Saved entries:
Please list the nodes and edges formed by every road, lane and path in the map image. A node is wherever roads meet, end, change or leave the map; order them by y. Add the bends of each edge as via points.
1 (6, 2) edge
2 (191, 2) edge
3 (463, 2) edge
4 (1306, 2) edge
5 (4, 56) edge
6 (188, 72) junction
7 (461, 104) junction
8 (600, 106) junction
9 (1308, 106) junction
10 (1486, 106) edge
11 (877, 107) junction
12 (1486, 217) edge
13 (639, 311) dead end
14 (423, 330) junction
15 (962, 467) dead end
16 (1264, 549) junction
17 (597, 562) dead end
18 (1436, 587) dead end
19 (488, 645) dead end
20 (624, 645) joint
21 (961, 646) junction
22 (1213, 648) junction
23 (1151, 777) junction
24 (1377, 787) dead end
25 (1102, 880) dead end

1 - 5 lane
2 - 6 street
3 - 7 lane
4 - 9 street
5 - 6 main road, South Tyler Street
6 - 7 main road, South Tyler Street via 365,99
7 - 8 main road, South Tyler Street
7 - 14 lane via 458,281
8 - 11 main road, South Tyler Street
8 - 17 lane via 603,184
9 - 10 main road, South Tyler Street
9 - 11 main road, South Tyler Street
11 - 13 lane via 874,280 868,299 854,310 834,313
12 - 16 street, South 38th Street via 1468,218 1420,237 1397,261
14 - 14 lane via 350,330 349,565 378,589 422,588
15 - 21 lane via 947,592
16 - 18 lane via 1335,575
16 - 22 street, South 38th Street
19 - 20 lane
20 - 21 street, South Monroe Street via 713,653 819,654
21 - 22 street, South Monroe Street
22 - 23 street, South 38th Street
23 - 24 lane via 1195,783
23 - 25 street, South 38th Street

Task prompt: Recopy all the entries faithfully, leaving none out.

Response to the task:
Please list the nodes and edges formed by every road, lane and path in the map image. A node is wherever roads meet, end, change or leave the map; order them by y. Add the bends of each edge as via points.
1 (6, 2) edge
2 (191, 2) edge
3 (463, 2) edge
4 (1306, 2) edge
5 (4, 56) edge
6 (188, 72) junction
7 (461, 104) junction
8 (600, 106) junction
9 (1308, 106) junction
10 (1486, 106) edge
11 (877, 107) junction
12 (1486, 217) edge
13 (639, 311) dead end
14 (423, 330) junction
15 (962, 467) dead end
16 (1264, 549) junction
17 (597, 562) dead end
18 (1436, 587) dead end
19 (488, 645) dead end
20 (624, 645) joint
21 (961, 646) junction
22 (1213, 648) junction
23 (1151, 777) junction
24 (1377, 787) dead end
25 (1102, 880) dead end

1 - 5 lane
2 - 6 street
3 - 7 lane
4 - 9 street
5 - 6 main road, South Tyler Street
6 - 7 main road, South Tyler Street via 365,99
7 - 8 main road, South Tyler Street
7 - 14 lane via 458,281
8 - 11 main road, South Tyler Street
8 - 17 lane via 603,184
9 - 10 main road, South Tyler Street
9 - 11 main road, South Tyler Street
11 - 13 lane via 874,280 868,299 854,310 834,313
12 - 16 street, South 38th Street via 1468,218 1420,237 1397,261
14 - 14 lane via 350,330 349,565 378,589 422,588
15 - 21 lane via 947,592
16 - 18 lane via 1335,575
16 - 22 street, South 38th Street
19 - 20 lane
20 - 21 street, South Monroe Street via 713,653 819,654
21 - 22 street, South Monroe Street
22 - 23 street, South 38th Street
23 - 24 lane via 1195,783
23 - 25 street, South 38th Street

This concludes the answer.